What needs to be done: Exactly as given, repeat all of the entries.

Input data:
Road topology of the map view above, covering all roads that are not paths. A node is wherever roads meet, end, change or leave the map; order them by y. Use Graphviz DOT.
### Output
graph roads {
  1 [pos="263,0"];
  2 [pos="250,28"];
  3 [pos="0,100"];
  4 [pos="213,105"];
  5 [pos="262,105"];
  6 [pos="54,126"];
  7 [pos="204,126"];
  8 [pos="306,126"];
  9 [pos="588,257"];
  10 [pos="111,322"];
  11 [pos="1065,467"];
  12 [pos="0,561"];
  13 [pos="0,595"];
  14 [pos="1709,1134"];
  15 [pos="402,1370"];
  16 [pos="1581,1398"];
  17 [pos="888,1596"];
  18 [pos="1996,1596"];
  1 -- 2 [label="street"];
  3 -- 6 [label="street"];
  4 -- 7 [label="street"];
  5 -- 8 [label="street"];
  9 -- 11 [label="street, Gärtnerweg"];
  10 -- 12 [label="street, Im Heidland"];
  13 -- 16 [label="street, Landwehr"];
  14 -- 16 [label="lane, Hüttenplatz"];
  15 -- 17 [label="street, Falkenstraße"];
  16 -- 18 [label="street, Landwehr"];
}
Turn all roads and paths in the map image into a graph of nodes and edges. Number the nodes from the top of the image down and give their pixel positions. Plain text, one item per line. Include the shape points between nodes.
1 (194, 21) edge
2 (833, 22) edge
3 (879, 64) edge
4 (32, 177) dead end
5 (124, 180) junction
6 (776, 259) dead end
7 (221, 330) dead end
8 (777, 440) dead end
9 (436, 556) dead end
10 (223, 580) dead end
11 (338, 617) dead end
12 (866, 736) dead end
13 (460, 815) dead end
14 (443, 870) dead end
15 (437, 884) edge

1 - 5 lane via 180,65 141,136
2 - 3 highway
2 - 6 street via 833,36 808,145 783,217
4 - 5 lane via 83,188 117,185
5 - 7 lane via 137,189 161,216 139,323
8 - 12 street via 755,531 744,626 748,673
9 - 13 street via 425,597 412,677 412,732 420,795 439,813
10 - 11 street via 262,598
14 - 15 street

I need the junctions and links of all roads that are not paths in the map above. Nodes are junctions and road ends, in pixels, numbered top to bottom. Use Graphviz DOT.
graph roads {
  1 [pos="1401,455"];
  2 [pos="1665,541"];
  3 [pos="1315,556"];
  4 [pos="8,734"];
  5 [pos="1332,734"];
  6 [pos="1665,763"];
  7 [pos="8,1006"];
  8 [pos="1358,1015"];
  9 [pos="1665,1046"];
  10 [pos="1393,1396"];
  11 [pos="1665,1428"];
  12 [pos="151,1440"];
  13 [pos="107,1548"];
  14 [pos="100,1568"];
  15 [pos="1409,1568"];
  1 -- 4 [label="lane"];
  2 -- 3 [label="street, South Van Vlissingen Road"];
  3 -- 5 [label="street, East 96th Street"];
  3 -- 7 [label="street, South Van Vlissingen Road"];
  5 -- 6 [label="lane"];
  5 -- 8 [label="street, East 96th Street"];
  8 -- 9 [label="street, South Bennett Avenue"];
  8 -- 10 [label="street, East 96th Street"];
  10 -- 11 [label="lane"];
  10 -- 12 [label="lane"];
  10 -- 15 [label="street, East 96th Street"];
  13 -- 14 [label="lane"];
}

Worked solution:
Road topology of the map view above, covering all roads that are not paths. A node is wherever roads meet, end, change or leave the map; order them by y. Use Graphviz DOT.
### Output
graph roads {
  1 [pos="263,0"];
  2 [pos="250,28"];
  3 [pos="0,100"];
  4 [pos="213,105"];
  5 [pos="262,105"];
  6 [pos="54,126"];
  7 [pos="204,126"];
  8 [pos="306,126"];
  9 [pos="588,257"];
  10 [pos="111,322"];
  11 [pos="1065,467"];
  12 [pos="0,561"];
  13 [pos="0,595"];
  14 [pos="1709,1134"];
  15 [pos="402,1370"];
  16 [pos="1581,1398"];
  17 [pos="888,1596"];
  18 [pos="1996,1596"];
  1 -- 2 [label="street"];
  3 -- 6 [label="street"];
  4 -- 7 [label="street"];
  5 -- 8 [label="street"];
  9 -- 11 [label="street, Gärtnerweg"];
  10 -- 12 [label="street, Im Heidland"];
  13 -- 16 [label="street, Landwehr"];
  14 -- 16 [label="lane, Hüttenplatz"];
  15 -- 17 [label="street, Falkenstraße"];
  16 -- 18 [label="street, Landwehr"];
}
Turn all roads and paths in the map image into a graph of nodes and edges. Number the nodes from the top of the image down and give their pixel positions. Plain text, one item per line. Include the shape points between nodes.
1 (194, 21) edge
2 (833, 22) edge
3 (879, 64) edge
4 (32, 177) dead end
5 (124, 180) junction
6 (776, 259) dead end
7 (221, 330) dead end
8 (777, 440) dead end
9 (436, 556) dead end
10 (223, 580) dead end
11 (338, 617) dead end
12 (866, 736) dead end
13 (460, 815) dead end
14 (443, 870) dead end
15 (437, 884) edge

1 - 5 lane via 180,65 141,136
2 - 3 highway
2 - 6 street via 833,36 808,145 783,217
4 - 5 lane via 83,188 117,185
5 - 7 lane via 137,189 161,216 139,323
8 - 12 street via 755,531 744,626 748,673
9 - 13 street via 425,597 412,677 412,732 420,795 439,813
10 - 11 street via 262,598
14 - 15 street

I need the junctions and links of all roads that are not paths in the map above. Nodes are junctions and road ends, in pixels, numbered top to bottom. Use Graphviz DOT.
graph roads {
  1 [pos="1401,455"];
  2 [pos="1665,541"];
  3 [pos="1315,556"];
  4 [pos="8,734"];
  5 [pos="1332,734"];
  6 [pos="1665,763"];
  7 [pos="8,1006"];
  8 [pos="1358,1015"];
  9 [pos="1665,1046"];
  10 [pos="1393,1396"];
  11 [pos="1665,1428"];
  12 [pos="151,1440"];
  13 [pos="107,1548"];
  14 [pos="100,1568"];
  15 [pos="1409,1568"];
  1 -- 4 [label="lane"];
  2 -- 3 [label="street, South Van Vlissingen Road"];
  3 -- 5 [label="street, East 96th Street"];
  3 -- 7 [label="street, South Van Vlissingen Road"];
  5 -- 6 [label="lane"];
  5 -- 8 [label="street, East 96th Street"];
  8 -- 9 [label="street, South Bennett Avenue"];
  8 -- 10 [label="street, East 96th Street"];
  10 -- 11 [label="lane"];
  10 -- 12 [label="lane"];
  10 -- 15 [label="street, East 96th Street"];
  13 -- 14 [label="lane"];
}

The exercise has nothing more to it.